Hi, All,
I have spent quite some time searching around for solutions. Tutorials and Q&As like:
https://community.mellanox.com/docs/DOC-1317
https://community.mellanox.com/docs/DOC-1484
are all very helpful. However, they primarily focus on how to create and pass Mellanox VFs to the guest, and stop right there. Unfortunately, although my guest can see the VF as a pci device, it failed on installing the driver. Here are some details:
Host: Intel Xeon CPU E5-2620 v3 @ 2.40GHz
Debian 7
Mellanox ConnectX-3 dual port
Mellanox OFED driver v2.4-1.0.0.1
VT-d and VT-x enabled in BIOS
intel_iommu=on in kernel option
/etc/modprobe.d/mlx4_core.conf:
options mlx4_core port_type_array=2,2 num_vfs=4,4,0 probe_vf=4,4,0 enable_64b_cqe_eqe=0 log_num_mgm_entry_size=-1
I can see virtual functions created on host via "lspci -nn | grep Mellanox":
04:00.0 Ethernet controller [0200]: Mellanox Technologies MT27500 Family [ConnectX-3] [15b3:1003]

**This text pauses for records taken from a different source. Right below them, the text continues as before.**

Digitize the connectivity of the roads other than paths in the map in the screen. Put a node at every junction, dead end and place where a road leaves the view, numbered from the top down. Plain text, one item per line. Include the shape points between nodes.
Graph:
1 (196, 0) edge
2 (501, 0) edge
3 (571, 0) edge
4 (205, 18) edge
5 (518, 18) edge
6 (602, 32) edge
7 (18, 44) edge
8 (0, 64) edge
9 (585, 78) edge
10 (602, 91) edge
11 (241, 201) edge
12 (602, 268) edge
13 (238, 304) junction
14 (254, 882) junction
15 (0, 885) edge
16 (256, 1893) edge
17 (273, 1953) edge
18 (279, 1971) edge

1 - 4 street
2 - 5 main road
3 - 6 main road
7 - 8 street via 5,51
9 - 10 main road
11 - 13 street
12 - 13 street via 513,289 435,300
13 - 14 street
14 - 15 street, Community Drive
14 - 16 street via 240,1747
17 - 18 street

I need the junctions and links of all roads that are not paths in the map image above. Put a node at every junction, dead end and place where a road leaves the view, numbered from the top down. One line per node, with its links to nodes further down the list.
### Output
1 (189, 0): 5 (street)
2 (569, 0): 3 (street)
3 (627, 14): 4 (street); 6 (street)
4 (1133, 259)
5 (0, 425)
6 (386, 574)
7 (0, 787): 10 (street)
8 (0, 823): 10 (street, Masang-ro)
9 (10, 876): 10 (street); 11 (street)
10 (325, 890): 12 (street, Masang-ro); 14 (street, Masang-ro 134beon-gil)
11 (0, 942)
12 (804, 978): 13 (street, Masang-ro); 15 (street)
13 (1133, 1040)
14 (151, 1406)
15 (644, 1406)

04:00.1 Ethernet controller [0200]: Mellanox Technologies MT27500 Family [ConnectX-3 Virtual Function] [15b3:1004]
04:00.2 Ethernet controller [0200]: Mellanox Technologies MT27500 Family [ConnectX-3 Virtual Function] [15b3:1004]
04:00.3 Ethernet controller [0200]: Mellanox Technologies MT27500 Family [ConnectX-3 Virtual Function] [15b3:1004]
04:00.4 Ethernet controller [0200]: Mellanox Technologies MT27500 Family [ConnectX-3 Virtual Function] [15b3:1004]
04:00.5 Ethernet controller [0200]: Mellanox Technologies MT27500 Family [ConnectX-3 Virtual Function] [15b3:1004]
04:00.6 Ethernet controller [0200]: Mellanox Technologies MT27500 Family [ConnectX-3 Virtual Function] [15b3:1004]
04:00.7 Ethernet controller [0200]: Mellanox Technologies MT27500 Family [ConnectX-3 Virtual Function] [15b3:1004]
04:01.0 Ethernet controller [0200]: Mellanox Technologies MT27500 Family [ConnectX-3 Virtual Function] [15b3:1004]
I also enabled MSI-X on the host Mellanox card driver, as shown in "lspci -vv -s 04:00.0"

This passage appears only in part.